In west Africa, through the Société Internationale de Plantation d'Hévéas (SIPH, International Rubber Plantation Company)

Operated in partnership with the SIFCA group, this Michelin subsidiary is building its name as a global leader in responsible natural rubber and is heavily involved in the GPSNR platform.

Since January 2021, it has been using a satellite-based deforestation monitoring system in the Ivory Coast and Liberia. This is a major step forward that consolidates SIPH's commitment to zero deforestation.

Protecting biodiversity around industrial sites and research facilities

Since 2013, the Group's production sites and research facilities have been conducting inventories of the protected species and areas that surround them. The latest update in 2018 reported 196 protected areas within a five-kilometer radius of the sites.

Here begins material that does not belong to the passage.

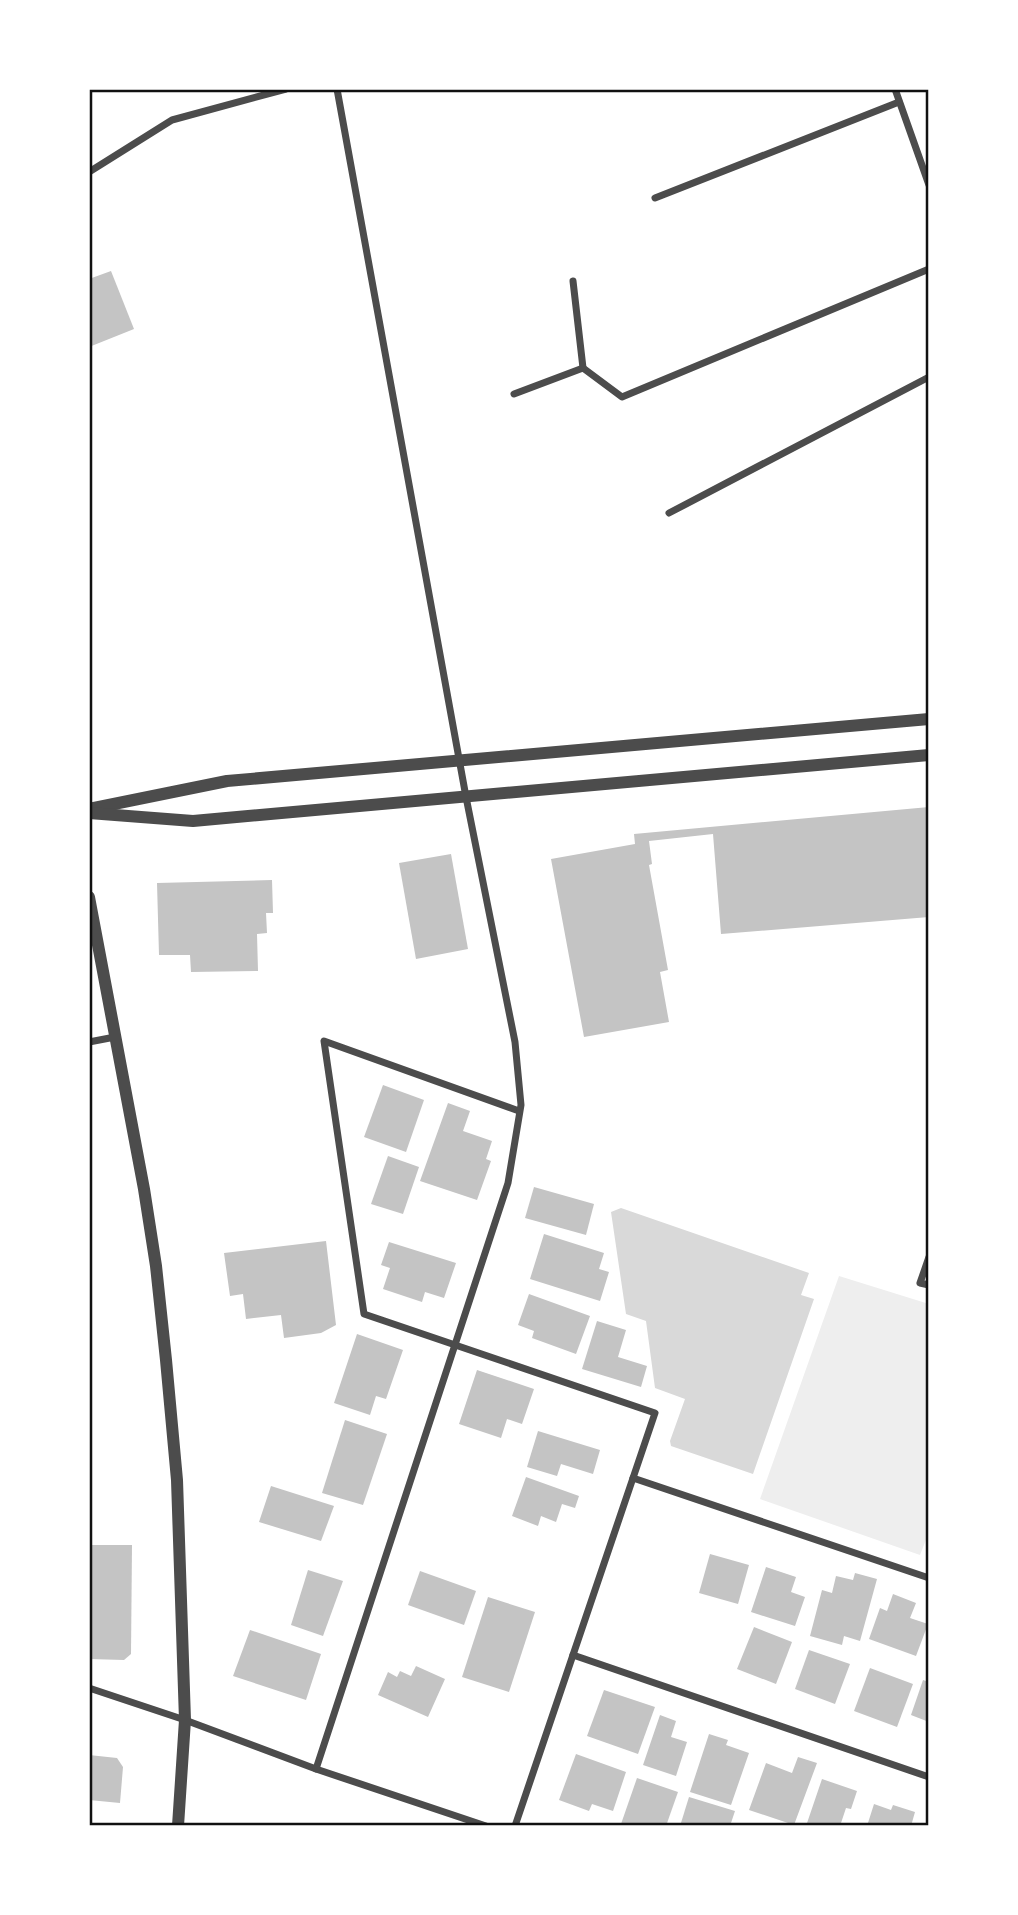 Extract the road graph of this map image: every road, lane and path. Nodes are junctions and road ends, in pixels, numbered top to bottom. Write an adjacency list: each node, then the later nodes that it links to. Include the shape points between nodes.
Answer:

The results of these inventories were included in each site's environmental risk analysis: the risk control plans were reworked or initiated on eight sites that had identified pollution risks that could impact biodiversity.


Country-wide pilot
France is pilot testing a ban on the use of pest-control products for grounds maintenance. Since November 2020, following a study on the subject, pest-control products are no longer used for grounds maintenance at the Group's production and research facilities in France. The Group is examining the possibility of applying the ban at all facilities.


Michelin and the Conservatoire d'espaces naturels d'Auvergne signed an agreement to protect a 3.5 ha comprising continental salt meadows, a rare ecosystem in Europe and a priority for conservation. In 2020, the plots of land used as a testing ground for agricultural tires were maintained using mechanical tools rather than pest-control products.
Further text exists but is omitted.